La policía cree que ETA colocó las bombas días antes de su detonación

Alfonso Torices

ESPAÑA

Los expertos afirman que será prácticamente imposible determinar con exactitud cuándo fueron instaladas

11 ago 2009 . Actualizado a las 02:00 h.

La policía cree que una de las bombas que el domingo destrozó el bar Nica, en Palma de Mallorca, fue, como las otras tres, consecuencia de un artefacto explosivo colocado por ETA, según indicaron fuentes de la lucha antiterrorista, aunque al cierre de esta edición no existía aún una confirmación oficial del Ministerio del Interior.

La explosión, en un principio atribuida por los bomberos a una concentración de metano o a un fallo en los aparatos de aire acondicionado del local, fue por tanto la primera de la cadena de bombas de baja potencia que la banda terrorista hizo estallar en la capital balear entre las 12 y las 18 horas del domingo, que afectaron a otros dos restaurantes y a un centro comercial.
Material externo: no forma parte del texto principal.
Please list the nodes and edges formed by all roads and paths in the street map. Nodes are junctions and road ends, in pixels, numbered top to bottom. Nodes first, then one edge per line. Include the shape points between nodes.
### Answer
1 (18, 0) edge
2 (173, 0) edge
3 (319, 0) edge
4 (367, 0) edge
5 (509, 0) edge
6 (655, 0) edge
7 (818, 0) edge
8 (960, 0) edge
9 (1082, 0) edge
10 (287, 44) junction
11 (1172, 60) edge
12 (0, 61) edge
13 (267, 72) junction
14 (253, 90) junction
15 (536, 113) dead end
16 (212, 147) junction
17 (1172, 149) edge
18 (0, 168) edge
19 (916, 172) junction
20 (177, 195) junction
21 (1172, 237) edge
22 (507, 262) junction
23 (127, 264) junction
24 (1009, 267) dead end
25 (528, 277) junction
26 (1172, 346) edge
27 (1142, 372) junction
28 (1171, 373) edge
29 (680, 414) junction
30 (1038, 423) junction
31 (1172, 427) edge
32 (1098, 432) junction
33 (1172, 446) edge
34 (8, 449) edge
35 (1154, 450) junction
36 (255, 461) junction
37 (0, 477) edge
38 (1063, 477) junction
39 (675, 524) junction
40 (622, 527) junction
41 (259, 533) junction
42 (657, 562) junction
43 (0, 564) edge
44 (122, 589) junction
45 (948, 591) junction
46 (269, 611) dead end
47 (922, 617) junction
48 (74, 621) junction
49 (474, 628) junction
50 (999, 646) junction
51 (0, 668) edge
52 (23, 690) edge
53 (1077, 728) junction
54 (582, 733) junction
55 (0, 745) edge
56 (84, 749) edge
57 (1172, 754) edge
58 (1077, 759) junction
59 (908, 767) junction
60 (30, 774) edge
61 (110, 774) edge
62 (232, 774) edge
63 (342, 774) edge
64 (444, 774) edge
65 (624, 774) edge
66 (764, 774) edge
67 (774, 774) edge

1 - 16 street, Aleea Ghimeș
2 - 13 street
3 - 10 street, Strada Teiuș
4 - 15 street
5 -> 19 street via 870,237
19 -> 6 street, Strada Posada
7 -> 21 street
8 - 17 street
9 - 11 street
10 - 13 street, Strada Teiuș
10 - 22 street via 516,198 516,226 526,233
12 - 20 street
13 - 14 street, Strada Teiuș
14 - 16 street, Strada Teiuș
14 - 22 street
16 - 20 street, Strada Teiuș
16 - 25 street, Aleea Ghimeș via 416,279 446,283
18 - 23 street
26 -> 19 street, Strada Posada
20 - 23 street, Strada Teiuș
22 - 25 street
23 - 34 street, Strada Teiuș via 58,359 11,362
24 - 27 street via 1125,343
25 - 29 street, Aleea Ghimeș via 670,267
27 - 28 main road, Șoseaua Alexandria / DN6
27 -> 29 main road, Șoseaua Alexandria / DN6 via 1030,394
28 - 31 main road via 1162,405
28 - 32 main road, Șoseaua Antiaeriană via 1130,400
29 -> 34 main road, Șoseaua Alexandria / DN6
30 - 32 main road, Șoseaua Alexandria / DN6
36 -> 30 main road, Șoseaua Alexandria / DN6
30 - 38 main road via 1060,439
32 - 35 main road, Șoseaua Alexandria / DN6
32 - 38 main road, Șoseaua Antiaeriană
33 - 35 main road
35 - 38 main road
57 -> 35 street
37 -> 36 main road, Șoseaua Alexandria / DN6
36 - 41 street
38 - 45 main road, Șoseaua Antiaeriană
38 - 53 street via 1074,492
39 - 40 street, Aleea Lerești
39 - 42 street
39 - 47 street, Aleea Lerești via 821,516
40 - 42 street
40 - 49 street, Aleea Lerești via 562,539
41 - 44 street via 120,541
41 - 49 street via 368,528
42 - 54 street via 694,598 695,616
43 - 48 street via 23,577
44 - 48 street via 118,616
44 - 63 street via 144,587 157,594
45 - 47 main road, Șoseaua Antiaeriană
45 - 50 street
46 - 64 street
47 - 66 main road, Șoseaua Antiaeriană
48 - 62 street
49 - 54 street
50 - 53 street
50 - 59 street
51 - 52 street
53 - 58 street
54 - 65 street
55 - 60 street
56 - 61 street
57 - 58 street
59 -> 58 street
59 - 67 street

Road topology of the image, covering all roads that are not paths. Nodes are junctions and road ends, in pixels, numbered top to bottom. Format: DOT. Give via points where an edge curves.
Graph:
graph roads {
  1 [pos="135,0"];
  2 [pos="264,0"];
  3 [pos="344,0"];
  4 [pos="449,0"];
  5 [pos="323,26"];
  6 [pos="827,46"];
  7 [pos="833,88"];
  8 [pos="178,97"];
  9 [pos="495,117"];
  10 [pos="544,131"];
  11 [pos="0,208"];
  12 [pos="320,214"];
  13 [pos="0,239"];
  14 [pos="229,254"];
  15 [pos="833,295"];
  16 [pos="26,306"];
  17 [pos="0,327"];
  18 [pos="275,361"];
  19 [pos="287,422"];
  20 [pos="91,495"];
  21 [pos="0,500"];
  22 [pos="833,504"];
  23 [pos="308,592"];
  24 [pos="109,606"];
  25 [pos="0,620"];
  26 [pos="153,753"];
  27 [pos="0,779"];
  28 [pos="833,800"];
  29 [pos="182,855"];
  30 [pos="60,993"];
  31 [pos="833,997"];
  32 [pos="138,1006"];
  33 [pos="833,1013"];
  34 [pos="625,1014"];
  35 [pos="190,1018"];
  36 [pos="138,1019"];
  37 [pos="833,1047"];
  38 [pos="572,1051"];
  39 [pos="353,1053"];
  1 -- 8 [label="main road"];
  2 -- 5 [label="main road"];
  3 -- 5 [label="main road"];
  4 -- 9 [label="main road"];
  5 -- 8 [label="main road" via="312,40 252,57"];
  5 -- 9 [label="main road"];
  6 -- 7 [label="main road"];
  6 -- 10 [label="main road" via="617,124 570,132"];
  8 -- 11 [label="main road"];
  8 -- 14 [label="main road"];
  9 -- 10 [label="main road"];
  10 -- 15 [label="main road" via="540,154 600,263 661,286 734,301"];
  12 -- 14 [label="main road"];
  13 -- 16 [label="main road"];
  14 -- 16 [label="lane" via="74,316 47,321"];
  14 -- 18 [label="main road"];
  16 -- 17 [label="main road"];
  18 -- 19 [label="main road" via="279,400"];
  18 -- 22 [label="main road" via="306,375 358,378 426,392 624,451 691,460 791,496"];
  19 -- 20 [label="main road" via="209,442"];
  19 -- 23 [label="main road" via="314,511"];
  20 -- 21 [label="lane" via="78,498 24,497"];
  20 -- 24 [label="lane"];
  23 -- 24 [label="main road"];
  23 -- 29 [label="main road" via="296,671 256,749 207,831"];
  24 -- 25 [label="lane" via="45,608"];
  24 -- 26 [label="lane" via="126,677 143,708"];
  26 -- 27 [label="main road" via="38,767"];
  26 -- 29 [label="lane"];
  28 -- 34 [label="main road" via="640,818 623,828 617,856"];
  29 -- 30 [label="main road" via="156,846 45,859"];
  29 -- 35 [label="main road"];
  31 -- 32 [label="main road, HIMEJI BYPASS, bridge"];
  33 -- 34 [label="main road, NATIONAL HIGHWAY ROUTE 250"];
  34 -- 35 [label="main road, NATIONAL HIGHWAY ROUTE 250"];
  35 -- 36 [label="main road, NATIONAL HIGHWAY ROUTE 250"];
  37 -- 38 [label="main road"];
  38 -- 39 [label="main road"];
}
La secuencia de atentados volvió a sumir Mallorca en la alerta antiterrorista cuando aún no había superado el drama vivido el pasado 30 de julio, día que fueron asesinados los guardias civiles Carlos Sáenz de Tejada y Diego Salvá.

Análisis de los escombros

La autoría de las explosiones no se confirmará hasta que la Policía Científica termine los análisis de los escombros que inició ayer en el lugar de la cuarta deflagración, pero lo que ya tienen claro los expertos de la policía es que lo ocurrido en los aseos del bar Nica, ubicado en la avenida Conde de Sallent, en el centro de Palma, no fue accidental.
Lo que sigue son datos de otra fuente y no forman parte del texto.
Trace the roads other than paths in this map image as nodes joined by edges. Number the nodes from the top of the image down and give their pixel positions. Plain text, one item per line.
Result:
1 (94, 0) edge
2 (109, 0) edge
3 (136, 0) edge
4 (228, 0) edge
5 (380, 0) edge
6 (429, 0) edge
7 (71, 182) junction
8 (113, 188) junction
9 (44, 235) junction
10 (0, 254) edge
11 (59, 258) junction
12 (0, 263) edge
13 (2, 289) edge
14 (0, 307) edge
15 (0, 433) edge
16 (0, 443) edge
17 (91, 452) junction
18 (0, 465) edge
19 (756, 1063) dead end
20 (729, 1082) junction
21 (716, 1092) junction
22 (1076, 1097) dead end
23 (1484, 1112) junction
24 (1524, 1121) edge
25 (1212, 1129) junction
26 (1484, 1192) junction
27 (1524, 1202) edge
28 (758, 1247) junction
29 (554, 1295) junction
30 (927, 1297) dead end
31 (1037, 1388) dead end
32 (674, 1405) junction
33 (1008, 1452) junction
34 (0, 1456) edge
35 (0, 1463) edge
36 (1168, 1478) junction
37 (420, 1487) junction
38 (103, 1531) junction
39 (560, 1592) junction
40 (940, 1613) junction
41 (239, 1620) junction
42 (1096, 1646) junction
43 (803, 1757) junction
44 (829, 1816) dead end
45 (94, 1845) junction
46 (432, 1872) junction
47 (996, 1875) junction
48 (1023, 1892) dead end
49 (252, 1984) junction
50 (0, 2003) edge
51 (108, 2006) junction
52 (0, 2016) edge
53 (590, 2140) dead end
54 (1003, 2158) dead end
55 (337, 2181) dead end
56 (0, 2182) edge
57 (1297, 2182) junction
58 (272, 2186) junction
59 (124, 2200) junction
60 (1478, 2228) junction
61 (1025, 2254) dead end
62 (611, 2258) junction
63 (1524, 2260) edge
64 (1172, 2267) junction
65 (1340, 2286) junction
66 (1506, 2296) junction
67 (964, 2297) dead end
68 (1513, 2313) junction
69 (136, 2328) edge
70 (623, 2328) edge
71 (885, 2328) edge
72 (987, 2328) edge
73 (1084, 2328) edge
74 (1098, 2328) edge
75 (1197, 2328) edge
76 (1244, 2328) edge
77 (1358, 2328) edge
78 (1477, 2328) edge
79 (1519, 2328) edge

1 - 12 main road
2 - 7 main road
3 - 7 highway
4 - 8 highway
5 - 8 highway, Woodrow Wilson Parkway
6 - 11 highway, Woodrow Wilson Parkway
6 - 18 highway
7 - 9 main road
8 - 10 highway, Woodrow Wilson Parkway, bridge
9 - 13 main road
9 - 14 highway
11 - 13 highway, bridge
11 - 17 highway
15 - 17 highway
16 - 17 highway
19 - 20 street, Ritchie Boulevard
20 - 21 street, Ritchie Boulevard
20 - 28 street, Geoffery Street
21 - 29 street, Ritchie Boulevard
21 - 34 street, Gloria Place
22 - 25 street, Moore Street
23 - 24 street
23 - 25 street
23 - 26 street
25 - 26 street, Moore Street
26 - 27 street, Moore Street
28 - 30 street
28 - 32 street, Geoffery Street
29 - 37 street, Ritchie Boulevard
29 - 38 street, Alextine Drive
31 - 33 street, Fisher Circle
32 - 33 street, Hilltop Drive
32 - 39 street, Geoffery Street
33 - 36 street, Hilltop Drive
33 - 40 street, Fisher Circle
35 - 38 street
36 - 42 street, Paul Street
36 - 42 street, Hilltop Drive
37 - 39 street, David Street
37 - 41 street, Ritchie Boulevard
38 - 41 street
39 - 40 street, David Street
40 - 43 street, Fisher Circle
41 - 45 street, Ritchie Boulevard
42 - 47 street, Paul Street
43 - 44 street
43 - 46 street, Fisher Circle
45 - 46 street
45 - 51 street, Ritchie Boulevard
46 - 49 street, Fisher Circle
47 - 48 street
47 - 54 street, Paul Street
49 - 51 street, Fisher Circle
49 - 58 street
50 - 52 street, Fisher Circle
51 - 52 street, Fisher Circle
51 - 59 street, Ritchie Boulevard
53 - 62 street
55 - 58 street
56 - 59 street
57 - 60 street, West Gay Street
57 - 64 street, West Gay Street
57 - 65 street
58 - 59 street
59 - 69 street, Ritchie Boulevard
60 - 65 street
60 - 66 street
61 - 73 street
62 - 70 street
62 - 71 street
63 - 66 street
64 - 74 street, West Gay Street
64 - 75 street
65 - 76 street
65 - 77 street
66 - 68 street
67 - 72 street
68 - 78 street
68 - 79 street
La confirmación de este cuarto atentado permitirá establecer que una terrorista ocultó las cuatro bombas en los falsos techos de los aseos femeninos de los establecimientos al menos dos días antes de que estallasen, ya que la cafetería permaneció cerrada al público desde las cuatro de la tarde del viernes, según desveló su propietario.
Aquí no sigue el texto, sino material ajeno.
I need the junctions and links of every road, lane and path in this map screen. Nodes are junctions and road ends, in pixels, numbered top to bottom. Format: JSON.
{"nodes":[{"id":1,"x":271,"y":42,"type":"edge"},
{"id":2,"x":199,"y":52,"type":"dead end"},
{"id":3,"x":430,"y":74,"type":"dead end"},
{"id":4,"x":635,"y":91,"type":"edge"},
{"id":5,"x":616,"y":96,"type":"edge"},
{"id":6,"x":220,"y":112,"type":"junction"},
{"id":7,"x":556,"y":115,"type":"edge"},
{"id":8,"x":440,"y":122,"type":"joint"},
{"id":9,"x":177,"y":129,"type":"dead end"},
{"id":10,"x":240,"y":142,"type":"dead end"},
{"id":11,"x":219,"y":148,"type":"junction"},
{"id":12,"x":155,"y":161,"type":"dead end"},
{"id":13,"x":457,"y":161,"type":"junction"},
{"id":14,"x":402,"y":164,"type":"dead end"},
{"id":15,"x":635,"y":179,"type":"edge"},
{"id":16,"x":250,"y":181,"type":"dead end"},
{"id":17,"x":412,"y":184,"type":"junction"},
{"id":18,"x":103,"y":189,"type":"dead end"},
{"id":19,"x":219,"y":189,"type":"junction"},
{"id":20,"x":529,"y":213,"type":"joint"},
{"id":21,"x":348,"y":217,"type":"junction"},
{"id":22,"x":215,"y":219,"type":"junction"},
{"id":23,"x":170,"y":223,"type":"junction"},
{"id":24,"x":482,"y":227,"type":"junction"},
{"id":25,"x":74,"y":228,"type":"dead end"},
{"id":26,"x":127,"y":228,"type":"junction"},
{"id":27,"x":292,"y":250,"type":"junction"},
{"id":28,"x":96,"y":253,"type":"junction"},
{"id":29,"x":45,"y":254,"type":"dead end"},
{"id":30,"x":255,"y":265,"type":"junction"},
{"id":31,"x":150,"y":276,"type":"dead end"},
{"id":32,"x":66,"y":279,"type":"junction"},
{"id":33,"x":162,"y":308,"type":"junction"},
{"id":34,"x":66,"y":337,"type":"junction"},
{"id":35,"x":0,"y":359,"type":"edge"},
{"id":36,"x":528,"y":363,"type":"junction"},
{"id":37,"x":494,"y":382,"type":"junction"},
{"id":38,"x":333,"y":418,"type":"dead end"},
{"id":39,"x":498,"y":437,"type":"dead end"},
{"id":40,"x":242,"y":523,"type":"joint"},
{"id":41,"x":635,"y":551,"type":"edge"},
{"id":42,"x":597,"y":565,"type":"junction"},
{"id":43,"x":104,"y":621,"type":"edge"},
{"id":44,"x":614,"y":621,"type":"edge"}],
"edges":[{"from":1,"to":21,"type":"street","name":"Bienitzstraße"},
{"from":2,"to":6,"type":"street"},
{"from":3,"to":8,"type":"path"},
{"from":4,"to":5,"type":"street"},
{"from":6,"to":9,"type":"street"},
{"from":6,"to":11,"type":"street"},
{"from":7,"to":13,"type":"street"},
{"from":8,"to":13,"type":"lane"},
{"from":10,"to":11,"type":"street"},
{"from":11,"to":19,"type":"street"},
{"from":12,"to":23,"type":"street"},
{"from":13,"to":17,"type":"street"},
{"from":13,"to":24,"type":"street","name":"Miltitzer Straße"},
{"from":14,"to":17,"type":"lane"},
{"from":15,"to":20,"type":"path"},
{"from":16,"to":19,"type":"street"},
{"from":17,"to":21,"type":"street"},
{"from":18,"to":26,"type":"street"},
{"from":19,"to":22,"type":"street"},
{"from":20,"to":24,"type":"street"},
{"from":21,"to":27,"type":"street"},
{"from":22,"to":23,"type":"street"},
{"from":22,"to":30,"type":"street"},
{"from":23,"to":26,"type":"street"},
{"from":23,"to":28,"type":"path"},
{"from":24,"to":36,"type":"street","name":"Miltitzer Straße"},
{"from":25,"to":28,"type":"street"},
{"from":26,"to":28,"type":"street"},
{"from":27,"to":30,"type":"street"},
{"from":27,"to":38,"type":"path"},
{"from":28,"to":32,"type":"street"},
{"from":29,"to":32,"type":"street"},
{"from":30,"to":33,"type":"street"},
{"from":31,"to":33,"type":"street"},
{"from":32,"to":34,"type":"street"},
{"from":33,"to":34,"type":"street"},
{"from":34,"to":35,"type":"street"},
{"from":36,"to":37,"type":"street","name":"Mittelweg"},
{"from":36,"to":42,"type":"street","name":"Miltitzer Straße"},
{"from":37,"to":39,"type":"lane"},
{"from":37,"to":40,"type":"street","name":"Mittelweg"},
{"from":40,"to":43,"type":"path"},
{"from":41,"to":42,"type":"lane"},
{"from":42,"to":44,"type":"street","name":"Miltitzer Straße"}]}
El dato confirma la hipótesis de que los artefactos fueron colocados días antes de la explosión y que su detonación la activó el temporizador conectado a cada bomba, que permite programar deflagraciones con horas, semanas o meses de antelación. Pero los expertos no han podido estudiar ninguno de los temporizadores, por lo que afirman que será casi imposible determinar con exactitud cuándo fueron colocadas las bombas.